A second ground that isn't connected to the first ground on a building is a bad idea
When adding the resistance between ground systems, that's a minimum of 40 Ohms. Lightning is going to damage anything that is connected between both grounds.
Douglas Krantz -- Fire Alarm Engineering Technician, Electronic Designer, Electronic Technician, Writer






Does a Second Ground Rod Protect Circuits from Lightning?

By Douglas Krantz

Often times, for lightning protection at the signal wire entrance to a building, someone will drive a copper stake into the earth, but there's a problem. For the building's ground system, the main electrical wire entry already has a copper stake driven into the earth; a second copper stake driven into the earth for the signal carrying wires is a separate earth ground system.

Using two different earth ground systems for lightning protection is as bad as having no lightning protection at all.

Lightning and Ground

With two ground rods that aren't connected together, lightning puts most of its power into one earth ground connection or another.
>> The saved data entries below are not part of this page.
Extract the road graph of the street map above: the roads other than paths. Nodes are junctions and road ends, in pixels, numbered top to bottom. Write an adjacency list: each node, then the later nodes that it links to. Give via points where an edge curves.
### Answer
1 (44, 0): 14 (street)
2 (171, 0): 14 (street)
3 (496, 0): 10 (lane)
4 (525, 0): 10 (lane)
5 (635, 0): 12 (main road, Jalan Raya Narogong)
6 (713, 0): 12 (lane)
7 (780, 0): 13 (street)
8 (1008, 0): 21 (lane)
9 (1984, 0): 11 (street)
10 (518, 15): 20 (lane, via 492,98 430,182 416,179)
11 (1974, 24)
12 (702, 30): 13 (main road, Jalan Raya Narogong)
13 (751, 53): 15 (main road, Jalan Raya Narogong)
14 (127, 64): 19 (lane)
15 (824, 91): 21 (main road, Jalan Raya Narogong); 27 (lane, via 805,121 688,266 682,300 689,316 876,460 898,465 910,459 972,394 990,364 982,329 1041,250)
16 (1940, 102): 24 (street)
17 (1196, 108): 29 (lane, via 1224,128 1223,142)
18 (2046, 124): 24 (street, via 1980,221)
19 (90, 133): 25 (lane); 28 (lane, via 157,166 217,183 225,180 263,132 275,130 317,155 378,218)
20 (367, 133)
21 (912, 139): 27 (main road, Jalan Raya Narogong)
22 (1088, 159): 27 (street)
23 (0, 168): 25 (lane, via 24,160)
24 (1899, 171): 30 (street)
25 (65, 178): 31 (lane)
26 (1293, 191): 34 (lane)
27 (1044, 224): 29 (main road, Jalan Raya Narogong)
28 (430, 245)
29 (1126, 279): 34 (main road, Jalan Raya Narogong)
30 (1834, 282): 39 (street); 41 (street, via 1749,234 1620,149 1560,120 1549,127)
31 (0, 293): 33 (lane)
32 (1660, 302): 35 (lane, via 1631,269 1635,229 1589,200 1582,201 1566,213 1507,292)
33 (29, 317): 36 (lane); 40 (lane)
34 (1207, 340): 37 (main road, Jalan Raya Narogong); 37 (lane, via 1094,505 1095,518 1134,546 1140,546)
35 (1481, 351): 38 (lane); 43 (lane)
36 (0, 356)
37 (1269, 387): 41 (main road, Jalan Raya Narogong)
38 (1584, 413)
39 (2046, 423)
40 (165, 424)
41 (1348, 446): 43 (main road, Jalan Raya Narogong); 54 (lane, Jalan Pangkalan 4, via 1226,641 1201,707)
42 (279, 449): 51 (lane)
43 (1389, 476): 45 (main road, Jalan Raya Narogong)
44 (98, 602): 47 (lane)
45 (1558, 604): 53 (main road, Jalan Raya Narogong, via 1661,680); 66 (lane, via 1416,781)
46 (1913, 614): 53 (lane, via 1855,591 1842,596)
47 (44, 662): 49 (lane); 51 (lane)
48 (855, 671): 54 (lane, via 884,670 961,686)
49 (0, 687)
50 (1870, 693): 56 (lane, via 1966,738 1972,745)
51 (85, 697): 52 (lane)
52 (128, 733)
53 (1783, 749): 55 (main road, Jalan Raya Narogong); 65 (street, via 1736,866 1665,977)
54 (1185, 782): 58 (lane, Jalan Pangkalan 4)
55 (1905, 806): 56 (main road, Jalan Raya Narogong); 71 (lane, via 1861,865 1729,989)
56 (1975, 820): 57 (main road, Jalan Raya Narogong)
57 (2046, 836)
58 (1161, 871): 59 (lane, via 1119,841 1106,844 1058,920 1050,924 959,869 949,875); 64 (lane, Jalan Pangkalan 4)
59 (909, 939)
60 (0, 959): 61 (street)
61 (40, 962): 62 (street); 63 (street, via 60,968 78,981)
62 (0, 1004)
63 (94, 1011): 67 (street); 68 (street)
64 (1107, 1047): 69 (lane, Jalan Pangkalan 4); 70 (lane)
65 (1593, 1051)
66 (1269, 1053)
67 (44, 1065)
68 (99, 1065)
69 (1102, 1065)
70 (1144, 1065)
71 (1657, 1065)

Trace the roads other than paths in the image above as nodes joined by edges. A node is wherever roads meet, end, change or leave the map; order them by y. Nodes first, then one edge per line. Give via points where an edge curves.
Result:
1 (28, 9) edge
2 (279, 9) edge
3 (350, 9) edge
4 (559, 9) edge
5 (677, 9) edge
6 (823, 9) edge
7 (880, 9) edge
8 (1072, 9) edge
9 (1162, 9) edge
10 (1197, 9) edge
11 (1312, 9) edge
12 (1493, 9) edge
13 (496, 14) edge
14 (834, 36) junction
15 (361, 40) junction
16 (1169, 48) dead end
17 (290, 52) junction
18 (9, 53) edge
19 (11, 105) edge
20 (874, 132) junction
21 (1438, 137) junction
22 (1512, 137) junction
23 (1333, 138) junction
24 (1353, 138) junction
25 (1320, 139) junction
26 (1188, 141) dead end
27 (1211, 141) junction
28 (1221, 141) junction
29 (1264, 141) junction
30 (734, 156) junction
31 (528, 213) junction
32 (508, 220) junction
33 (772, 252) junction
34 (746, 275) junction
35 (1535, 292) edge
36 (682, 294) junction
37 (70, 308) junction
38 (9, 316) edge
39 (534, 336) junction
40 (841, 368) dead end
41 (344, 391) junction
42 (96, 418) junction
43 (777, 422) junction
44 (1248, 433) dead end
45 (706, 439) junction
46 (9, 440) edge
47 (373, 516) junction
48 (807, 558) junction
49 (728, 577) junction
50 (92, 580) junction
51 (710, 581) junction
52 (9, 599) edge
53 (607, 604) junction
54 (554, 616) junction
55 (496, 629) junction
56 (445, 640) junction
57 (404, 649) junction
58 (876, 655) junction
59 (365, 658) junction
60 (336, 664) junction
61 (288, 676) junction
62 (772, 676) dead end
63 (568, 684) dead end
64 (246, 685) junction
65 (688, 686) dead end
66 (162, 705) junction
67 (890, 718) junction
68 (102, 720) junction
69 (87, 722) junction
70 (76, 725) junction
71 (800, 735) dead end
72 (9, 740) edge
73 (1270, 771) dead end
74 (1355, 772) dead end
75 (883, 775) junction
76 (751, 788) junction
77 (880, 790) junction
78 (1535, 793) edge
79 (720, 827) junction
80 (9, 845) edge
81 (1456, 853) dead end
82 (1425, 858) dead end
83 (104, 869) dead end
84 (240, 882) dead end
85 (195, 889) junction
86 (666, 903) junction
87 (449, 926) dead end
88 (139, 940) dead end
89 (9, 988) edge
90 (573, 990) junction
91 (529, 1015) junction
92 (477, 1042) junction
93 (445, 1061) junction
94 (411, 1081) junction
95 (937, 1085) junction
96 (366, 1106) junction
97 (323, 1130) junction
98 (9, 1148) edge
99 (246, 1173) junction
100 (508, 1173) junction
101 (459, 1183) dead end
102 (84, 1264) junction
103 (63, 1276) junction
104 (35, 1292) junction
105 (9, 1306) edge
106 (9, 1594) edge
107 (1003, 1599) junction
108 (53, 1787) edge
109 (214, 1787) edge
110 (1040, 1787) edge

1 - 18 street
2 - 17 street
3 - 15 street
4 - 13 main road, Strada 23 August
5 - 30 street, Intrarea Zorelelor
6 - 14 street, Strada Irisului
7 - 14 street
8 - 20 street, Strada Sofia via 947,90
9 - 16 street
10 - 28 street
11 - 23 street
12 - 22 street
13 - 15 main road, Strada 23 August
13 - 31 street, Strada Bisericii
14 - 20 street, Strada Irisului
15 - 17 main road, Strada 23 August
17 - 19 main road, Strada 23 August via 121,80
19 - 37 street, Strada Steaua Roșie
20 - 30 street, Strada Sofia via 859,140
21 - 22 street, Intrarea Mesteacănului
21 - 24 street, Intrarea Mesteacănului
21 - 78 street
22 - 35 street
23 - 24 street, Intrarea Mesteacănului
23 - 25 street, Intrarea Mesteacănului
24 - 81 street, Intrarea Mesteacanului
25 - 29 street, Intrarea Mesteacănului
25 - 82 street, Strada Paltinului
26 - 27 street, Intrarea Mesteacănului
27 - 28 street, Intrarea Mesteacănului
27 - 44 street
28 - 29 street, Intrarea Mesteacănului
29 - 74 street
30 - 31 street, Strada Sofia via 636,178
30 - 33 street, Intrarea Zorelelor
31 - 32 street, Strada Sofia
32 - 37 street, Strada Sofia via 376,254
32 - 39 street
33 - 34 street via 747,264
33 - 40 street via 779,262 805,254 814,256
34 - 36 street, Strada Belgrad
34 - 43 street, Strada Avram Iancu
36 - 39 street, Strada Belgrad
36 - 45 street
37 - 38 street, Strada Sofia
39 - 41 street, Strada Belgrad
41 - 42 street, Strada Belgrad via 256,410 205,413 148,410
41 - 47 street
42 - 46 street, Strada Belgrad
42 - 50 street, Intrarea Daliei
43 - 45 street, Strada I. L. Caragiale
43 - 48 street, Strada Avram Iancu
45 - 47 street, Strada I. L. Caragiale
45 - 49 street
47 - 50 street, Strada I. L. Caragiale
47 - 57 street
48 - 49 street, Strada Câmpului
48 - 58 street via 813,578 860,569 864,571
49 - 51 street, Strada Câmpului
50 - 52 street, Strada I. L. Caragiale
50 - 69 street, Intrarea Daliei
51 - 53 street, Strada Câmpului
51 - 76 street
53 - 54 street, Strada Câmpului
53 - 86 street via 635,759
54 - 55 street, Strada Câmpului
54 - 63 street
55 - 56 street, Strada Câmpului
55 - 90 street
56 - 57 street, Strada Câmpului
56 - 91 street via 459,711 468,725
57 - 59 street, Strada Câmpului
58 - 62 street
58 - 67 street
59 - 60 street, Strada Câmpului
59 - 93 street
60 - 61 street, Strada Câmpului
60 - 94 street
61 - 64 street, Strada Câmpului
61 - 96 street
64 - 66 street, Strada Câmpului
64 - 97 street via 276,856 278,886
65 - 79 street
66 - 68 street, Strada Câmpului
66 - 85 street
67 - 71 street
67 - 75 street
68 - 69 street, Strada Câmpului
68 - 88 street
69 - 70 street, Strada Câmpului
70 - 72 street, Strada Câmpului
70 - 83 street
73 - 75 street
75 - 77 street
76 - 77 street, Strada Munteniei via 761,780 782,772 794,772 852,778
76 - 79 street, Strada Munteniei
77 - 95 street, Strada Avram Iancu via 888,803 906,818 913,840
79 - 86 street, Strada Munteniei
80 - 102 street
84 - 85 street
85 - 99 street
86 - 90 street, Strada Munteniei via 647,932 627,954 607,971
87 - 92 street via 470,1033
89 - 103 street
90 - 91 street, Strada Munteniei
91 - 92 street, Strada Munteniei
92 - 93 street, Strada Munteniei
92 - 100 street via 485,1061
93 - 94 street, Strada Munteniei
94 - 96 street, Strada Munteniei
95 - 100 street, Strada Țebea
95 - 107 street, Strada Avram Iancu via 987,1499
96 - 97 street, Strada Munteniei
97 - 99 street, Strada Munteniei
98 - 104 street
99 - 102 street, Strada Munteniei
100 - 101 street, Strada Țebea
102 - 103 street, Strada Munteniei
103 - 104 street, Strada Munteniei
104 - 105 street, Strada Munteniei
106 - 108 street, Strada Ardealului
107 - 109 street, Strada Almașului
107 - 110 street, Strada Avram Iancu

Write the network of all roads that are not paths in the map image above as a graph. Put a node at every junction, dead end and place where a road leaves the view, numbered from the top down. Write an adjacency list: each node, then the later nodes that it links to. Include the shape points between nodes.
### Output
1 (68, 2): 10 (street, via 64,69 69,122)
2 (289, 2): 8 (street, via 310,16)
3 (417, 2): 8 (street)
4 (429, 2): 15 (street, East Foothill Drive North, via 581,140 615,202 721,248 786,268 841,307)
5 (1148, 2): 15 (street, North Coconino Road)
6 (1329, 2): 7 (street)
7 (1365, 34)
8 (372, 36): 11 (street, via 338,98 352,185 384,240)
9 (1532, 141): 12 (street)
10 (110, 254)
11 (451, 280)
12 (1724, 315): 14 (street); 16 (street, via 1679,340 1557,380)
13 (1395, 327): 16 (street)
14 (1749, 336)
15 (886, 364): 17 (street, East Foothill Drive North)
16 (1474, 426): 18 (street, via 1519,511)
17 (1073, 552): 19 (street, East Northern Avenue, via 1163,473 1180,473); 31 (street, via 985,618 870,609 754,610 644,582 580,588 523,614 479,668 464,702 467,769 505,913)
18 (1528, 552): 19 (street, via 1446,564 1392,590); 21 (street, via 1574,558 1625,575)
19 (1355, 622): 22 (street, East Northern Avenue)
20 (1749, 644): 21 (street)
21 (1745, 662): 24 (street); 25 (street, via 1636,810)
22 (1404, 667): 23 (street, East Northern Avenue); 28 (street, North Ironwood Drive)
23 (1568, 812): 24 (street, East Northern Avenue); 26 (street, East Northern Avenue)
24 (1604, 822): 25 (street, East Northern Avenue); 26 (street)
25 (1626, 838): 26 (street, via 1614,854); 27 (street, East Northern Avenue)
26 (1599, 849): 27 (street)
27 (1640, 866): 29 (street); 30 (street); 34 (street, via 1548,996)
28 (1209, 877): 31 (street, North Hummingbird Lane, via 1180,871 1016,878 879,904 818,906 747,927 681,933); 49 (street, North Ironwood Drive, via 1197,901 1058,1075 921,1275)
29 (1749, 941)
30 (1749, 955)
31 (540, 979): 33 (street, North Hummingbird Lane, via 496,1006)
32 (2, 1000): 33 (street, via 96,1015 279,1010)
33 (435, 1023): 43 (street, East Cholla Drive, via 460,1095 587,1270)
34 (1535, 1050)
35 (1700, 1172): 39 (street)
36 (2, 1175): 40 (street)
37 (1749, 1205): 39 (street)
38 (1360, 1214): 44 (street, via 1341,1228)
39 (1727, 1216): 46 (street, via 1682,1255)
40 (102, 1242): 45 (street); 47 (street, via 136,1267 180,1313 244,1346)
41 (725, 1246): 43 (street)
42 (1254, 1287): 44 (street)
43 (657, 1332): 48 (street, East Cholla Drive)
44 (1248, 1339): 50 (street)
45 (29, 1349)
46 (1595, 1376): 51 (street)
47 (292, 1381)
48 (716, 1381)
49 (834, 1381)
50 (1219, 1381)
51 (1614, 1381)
One ground stake is going to be affected with a voltage spike much more than any other.

Earth Ground Resistance and Voltage

Any earth ground connection has some resistance. As a best case scenario, the lowest resistance to the earth that most earth ground connections have is about 20 ohms.

This may not seem like much, but lightning has a lot of current (often it's over 10,000 peak amps). Using Ohm's Law of E (voltage) = I (current) times R (resistance), one can see that 10,000 amps peak current times a resistance of 20 ohms equals a total of 200,000 peak volts.

This peak voltage has a very short duration, but it's there.

200,000 Volts

When lightning strikes a building, the inside building ground system can have a spike voltage of 200,000 volts or greater. The whole building leaps to 200,000 volts at once; everything attached to the building ground system gets that same 200,000 volt hit. Because everything is connected to the building ground, the voltage between each device in the building doesn't change much.

Second Ground Rod - No Voltage Spike

As the building gets the 200,000 volt spike, the second ground rod holds the voltage on the other incoming wires closer to earth ground voltage potential. This voltage difference, between the incoming signal wires and the building electrical ground, could be 200,000 volts or more.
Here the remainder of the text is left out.